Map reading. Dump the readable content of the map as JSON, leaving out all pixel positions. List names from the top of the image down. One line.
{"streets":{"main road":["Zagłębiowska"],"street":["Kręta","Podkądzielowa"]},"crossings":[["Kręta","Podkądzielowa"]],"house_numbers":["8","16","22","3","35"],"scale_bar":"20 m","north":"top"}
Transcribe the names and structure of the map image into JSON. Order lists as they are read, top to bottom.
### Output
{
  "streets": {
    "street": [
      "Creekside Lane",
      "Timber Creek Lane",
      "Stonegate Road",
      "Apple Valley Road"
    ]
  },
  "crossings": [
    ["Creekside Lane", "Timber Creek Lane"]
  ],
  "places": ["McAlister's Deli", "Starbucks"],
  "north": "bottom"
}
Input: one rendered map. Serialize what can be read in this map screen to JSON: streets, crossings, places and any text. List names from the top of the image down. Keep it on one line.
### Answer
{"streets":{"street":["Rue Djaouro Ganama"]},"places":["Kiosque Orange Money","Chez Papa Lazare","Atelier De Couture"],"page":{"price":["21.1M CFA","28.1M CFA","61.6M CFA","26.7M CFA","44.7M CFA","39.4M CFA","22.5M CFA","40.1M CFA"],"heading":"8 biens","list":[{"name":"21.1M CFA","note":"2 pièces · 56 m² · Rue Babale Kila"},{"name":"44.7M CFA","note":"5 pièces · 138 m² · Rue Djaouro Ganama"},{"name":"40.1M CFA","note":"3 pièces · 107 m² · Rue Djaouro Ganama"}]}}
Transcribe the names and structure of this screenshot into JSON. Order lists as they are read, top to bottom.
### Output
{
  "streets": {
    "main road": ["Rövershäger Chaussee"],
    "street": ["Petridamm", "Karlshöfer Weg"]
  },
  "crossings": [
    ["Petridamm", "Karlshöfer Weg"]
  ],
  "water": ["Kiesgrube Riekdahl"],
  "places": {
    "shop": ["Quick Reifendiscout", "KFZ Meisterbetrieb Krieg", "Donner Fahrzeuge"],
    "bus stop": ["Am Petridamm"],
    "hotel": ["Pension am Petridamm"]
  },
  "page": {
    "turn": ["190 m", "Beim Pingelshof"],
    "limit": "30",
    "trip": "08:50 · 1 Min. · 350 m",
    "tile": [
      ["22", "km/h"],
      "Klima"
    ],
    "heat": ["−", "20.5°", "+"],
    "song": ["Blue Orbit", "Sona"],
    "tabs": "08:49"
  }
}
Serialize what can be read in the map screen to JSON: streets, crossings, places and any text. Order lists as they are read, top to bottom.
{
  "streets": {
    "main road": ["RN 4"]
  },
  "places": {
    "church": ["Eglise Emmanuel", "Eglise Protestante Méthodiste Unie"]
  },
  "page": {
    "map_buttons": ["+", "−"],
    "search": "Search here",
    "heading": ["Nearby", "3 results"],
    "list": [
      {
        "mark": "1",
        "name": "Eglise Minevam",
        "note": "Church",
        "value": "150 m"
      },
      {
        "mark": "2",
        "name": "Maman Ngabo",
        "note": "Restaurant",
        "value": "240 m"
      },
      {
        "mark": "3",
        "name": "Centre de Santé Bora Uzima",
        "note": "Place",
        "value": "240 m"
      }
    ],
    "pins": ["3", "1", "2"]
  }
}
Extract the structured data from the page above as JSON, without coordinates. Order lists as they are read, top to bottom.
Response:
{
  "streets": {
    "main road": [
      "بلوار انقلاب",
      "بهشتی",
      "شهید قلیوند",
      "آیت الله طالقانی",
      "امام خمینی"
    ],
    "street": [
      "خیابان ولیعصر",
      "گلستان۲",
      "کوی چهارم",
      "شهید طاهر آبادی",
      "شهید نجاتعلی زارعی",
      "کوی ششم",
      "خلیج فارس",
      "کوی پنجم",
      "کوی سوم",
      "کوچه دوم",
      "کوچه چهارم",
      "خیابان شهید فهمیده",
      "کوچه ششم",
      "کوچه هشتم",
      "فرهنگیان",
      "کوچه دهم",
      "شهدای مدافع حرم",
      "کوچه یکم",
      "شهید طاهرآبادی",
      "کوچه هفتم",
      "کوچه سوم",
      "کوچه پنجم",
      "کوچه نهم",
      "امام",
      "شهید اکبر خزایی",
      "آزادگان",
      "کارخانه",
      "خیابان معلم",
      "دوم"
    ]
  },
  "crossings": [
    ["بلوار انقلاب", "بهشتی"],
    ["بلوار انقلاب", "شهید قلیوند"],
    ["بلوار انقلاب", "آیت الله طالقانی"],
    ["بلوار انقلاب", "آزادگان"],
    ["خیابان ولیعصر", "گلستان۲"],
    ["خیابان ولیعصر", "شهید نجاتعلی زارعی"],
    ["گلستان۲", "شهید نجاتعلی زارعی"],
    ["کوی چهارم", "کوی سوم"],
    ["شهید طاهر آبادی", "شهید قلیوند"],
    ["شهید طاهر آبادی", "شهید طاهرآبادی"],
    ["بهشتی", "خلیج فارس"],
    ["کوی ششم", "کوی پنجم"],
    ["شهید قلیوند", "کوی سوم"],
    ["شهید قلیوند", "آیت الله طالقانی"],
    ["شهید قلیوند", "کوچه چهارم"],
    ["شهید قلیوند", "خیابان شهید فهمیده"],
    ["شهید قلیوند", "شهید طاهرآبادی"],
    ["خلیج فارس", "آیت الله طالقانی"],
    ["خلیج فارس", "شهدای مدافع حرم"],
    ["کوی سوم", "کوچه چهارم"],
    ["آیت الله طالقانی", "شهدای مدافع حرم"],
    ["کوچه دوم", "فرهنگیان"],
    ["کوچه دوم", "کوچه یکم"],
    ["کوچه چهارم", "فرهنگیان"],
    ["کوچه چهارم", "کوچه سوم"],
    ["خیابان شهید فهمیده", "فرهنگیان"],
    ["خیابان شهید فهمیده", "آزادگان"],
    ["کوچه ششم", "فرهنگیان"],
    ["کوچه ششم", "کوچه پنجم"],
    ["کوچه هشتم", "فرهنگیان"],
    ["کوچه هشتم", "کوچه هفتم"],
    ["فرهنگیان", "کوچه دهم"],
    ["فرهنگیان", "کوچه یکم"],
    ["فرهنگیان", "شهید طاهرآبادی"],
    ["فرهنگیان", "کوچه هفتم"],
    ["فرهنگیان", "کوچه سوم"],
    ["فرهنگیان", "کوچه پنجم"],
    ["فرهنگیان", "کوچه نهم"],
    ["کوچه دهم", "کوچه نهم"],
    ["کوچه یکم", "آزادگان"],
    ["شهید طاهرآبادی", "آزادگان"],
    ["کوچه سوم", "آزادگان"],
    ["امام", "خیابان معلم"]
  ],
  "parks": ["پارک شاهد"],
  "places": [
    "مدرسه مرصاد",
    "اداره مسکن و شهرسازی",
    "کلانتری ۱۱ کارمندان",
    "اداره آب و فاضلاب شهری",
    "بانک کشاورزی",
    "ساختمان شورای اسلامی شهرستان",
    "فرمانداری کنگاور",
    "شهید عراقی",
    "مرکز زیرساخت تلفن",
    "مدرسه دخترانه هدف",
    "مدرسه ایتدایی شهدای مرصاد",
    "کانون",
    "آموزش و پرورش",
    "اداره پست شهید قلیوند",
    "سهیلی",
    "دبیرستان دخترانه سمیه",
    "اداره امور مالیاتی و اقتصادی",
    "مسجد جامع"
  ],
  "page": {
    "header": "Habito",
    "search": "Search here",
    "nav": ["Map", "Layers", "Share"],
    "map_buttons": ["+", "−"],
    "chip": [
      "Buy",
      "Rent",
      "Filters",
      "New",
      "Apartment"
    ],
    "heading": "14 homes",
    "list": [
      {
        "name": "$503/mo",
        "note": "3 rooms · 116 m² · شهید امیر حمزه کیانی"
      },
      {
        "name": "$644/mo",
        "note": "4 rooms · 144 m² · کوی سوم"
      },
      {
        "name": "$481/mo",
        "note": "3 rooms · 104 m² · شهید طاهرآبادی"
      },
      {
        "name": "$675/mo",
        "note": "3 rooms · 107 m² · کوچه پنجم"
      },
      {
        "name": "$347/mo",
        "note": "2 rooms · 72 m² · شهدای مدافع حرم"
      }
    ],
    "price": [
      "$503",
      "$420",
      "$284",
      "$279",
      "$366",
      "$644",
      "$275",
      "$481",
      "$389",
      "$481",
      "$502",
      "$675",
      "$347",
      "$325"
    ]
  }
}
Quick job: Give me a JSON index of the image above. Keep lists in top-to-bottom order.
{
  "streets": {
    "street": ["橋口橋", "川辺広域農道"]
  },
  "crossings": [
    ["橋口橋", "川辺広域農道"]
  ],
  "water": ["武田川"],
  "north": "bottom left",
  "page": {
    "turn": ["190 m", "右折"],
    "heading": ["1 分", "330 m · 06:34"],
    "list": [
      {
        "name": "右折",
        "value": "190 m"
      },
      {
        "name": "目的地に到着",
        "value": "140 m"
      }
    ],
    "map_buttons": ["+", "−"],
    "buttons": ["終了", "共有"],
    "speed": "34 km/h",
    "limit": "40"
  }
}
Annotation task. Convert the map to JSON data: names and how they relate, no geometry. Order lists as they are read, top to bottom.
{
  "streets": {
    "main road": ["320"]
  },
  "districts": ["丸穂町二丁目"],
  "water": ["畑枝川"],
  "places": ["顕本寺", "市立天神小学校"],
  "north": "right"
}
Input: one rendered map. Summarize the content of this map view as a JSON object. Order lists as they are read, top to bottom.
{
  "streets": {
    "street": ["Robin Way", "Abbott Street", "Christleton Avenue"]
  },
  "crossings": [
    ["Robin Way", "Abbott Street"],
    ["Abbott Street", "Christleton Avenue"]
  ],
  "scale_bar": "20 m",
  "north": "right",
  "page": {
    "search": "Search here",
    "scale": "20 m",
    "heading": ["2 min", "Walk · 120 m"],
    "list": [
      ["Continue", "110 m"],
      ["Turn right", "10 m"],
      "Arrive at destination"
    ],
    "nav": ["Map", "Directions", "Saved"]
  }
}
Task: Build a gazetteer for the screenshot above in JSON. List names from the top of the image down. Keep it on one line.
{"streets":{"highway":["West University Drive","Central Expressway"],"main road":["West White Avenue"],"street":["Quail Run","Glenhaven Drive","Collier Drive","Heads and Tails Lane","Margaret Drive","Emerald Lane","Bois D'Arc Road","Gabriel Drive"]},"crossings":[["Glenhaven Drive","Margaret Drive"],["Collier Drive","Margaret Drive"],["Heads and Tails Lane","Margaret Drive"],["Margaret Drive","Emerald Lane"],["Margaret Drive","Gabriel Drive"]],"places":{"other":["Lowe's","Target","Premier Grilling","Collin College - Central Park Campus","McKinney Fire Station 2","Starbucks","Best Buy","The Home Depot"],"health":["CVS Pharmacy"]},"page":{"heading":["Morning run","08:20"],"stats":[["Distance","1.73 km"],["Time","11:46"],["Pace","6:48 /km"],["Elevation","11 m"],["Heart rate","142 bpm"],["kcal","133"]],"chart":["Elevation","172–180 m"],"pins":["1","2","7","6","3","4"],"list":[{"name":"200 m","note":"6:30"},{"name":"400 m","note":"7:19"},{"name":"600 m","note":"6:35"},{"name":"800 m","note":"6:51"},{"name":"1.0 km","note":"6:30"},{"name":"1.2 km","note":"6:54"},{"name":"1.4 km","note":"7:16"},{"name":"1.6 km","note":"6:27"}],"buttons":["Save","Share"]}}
━━━━━━━━━━━━━━━━━━━━
> **TASK REQUIREMENTS**
Go through the material above line by line and tally each one holding "انقلاب"; give the tally and nothing else.

> **WRITTEN RESPONSE**
5